The word to look for is "margin". Report every line of the entries below that has it.

(Records excerpted from a collection)
╭──

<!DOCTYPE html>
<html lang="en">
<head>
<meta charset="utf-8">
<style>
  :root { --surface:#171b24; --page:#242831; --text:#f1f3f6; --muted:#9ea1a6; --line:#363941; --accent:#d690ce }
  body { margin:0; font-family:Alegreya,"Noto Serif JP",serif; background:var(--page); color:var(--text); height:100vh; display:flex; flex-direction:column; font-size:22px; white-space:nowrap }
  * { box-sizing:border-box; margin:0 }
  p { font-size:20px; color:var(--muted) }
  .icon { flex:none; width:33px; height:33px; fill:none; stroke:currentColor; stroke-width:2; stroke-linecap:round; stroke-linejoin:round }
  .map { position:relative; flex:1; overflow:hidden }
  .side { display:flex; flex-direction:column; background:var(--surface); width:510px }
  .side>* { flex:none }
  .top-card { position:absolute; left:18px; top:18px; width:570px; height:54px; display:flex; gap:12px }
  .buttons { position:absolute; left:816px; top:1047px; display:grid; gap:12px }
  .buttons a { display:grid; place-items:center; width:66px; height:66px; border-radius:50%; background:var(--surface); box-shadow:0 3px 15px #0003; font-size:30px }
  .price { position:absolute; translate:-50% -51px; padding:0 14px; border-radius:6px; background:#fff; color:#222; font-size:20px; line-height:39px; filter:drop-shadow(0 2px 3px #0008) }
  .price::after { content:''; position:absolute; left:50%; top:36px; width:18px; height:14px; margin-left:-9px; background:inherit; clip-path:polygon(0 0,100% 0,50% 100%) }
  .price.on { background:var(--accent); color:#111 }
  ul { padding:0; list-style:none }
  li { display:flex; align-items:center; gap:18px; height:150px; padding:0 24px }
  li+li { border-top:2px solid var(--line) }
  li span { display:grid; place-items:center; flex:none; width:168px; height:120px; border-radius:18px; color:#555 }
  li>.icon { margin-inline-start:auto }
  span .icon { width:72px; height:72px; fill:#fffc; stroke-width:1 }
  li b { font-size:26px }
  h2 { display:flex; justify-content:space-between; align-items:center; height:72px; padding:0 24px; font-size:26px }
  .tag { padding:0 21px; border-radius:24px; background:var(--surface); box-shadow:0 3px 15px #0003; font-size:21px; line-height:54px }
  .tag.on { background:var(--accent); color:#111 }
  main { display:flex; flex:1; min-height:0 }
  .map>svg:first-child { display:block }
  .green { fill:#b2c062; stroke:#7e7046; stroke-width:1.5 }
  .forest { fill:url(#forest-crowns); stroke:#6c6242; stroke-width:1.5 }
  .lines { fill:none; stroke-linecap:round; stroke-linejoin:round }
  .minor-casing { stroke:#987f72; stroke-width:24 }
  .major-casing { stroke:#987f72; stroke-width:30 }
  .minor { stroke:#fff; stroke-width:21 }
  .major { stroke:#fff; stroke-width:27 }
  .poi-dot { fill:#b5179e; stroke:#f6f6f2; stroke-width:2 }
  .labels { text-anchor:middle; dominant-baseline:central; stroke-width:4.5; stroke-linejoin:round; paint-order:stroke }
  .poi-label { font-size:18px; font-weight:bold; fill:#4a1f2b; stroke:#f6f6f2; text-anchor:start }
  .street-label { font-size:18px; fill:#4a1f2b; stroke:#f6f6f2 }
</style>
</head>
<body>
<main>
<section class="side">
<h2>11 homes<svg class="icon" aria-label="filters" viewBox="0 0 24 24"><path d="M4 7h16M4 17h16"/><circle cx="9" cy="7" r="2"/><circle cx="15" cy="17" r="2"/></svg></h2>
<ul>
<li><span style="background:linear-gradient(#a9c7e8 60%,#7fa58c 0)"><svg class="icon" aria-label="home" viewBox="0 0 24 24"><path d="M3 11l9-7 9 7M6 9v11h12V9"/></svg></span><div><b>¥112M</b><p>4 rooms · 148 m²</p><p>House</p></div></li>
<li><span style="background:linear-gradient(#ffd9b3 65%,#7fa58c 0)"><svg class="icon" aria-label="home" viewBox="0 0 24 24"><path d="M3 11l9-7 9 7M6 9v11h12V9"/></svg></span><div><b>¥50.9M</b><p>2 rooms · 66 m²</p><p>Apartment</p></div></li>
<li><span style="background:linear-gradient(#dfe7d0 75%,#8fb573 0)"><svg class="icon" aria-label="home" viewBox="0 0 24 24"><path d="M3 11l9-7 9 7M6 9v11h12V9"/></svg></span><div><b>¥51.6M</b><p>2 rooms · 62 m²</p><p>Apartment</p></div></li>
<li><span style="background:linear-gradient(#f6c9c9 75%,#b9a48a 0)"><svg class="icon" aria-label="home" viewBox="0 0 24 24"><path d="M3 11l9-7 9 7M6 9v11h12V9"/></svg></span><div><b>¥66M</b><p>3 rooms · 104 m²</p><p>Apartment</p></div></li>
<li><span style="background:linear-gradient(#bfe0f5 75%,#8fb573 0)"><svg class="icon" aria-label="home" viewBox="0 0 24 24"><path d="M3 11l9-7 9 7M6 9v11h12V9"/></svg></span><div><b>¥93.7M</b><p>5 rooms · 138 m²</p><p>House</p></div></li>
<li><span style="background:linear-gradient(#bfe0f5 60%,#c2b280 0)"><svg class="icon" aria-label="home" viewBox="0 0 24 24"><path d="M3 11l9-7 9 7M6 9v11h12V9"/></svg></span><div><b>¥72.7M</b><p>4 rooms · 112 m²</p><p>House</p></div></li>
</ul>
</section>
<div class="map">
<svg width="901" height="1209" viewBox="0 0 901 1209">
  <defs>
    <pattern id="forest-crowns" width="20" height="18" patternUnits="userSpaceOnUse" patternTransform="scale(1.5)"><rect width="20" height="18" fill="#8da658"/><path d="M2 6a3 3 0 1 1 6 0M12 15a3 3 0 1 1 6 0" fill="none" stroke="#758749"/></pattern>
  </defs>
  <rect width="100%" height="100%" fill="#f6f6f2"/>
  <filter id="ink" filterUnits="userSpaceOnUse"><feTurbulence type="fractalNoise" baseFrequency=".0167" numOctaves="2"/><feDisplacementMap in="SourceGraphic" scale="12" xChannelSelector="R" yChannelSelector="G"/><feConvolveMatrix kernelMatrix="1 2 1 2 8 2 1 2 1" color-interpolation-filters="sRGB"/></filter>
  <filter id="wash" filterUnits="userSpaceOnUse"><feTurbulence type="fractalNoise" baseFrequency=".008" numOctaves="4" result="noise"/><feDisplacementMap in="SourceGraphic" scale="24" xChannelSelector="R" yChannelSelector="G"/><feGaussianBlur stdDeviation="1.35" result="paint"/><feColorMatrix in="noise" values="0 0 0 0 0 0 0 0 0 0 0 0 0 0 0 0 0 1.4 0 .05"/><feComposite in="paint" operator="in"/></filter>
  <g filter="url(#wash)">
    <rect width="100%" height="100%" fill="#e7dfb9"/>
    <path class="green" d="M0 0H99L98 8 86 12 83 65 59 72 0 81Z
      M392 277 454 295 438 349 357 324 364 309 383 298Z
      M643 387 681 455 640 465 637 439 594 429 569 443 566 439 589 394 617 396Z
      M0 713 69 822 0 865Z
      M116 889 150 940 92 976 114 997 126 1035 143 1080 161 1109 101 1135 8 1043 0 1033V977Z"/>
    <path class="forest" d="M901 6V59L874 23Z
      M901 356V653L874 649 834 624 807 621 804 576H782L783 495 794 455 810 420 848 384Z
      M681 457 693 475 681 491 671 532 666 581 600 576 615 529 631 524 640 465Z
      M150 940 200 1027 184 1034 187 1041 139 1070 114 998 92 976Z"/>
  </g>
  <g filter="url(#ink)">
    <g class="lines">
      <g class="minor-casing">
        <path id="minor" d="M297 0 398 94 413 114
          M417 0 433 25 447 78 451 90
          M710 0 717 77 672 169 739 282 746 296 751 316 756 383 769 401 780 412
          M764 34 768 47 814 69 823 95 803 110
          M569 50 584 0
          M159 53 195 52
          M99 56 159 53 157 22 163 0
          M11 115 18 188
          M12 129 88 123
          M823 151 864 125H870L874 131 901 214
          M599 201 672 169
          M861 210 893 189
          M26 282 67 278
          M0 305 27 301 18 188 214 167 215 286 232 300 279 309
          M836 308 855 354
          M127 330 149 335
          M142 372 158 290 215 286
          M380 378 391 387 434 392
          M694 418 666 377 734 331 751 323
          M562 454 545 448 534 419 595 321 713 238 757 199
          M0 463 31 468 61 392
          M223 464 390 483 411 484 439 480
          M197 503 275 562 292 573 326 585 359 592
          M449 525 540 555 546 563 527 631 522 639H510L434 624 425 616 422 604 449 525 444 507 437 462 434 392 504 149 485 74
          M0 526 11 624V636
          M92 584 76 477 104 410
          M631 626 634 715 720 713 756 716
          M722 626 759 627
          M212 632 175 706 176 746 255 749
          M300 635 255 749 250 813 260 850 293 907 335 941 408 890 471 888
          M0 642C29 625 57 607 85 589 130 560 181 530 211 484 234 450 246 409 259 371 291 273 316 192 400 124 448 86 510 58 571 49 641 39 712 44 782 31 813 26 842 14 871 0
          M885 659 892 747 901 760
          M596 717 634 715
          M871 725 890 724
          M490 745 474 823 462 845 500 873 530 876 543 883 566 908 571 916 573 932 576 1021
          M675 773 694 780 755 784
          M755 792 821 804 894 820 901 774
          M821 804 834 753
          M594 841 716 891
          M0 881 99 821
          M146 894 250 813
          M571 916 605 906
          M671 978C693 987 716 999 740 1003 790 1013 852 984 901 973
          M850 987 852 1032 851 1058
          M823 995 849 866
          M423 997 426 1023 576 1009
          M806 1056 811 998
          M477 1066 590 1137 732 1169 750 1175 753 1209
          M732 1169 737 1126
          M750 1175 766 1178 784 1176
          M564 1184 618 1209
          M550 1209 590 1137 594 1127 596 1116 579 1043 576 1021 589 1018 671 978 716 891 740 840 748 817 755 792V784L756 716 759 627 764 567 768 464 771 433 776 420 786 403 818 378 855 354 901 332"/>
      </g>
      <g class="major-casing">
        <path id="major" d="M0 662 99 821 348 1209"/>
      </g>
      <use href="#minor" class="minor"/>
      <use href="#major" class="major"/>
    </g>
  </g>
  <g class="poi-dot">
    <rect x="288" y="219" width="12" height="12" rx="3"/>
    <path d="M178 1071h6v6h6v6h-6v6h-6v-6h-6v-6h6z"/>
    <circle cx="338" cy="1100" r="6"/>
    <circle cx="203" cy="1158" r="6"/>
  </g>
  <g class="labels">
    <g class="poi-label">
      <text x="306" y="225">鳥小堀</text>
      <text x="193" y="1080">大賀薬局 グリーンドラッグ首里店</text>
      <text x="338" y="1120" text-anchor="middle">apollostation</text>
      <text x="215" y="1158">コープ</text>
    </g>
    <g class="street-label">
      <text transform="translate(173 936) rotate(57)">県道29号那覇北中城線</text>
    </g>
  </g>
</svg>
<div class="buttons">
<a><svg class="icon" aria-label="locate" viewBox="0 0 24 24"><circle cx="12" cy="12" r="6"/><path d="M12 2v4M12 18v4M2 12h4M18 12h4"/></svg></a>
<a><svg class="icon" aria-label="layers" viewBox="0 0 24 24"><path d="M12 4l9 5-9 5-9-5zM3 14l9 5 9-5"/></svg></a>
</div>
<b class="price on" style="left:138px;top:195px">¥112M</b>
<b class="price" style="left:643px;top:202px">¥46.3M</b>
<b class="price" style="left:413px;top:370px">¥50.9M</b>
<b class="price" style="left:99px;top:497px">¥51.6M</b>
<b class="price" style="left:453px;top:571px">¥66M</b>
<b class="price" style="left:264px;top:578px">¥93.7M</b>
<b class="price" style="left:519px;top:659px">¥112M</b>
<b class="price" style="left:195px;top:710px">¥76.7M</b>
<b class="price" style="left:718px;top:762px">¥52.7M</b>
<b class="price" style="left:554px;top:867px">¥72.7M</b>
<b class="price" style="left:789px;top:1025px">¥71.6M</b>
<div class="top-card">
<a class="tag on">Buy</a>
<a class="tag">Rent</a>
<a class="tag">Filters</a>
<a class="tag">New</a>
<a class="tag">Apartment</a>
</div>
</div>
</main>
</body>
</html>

╰──

### OUTPUT OF THE TASK
  body { margin:0; font-family:Alegreya,"Noto Serif JP",serif; background:var(--page); color:var(--text); height:100vh; display:flex; flex-direction:column; font-size:22px; white-space:nowrap }
  * { box-sizing:border-box; margin:0 }
  .price::after { content:''; position:absolute; left:50%; top:36px; width:18px; height:14px; margin-left:-9px; background:inherit; clip-path:polygon(0 0,100% 0,50% 100%) }
  li>.icon { margin-inline-start:auto }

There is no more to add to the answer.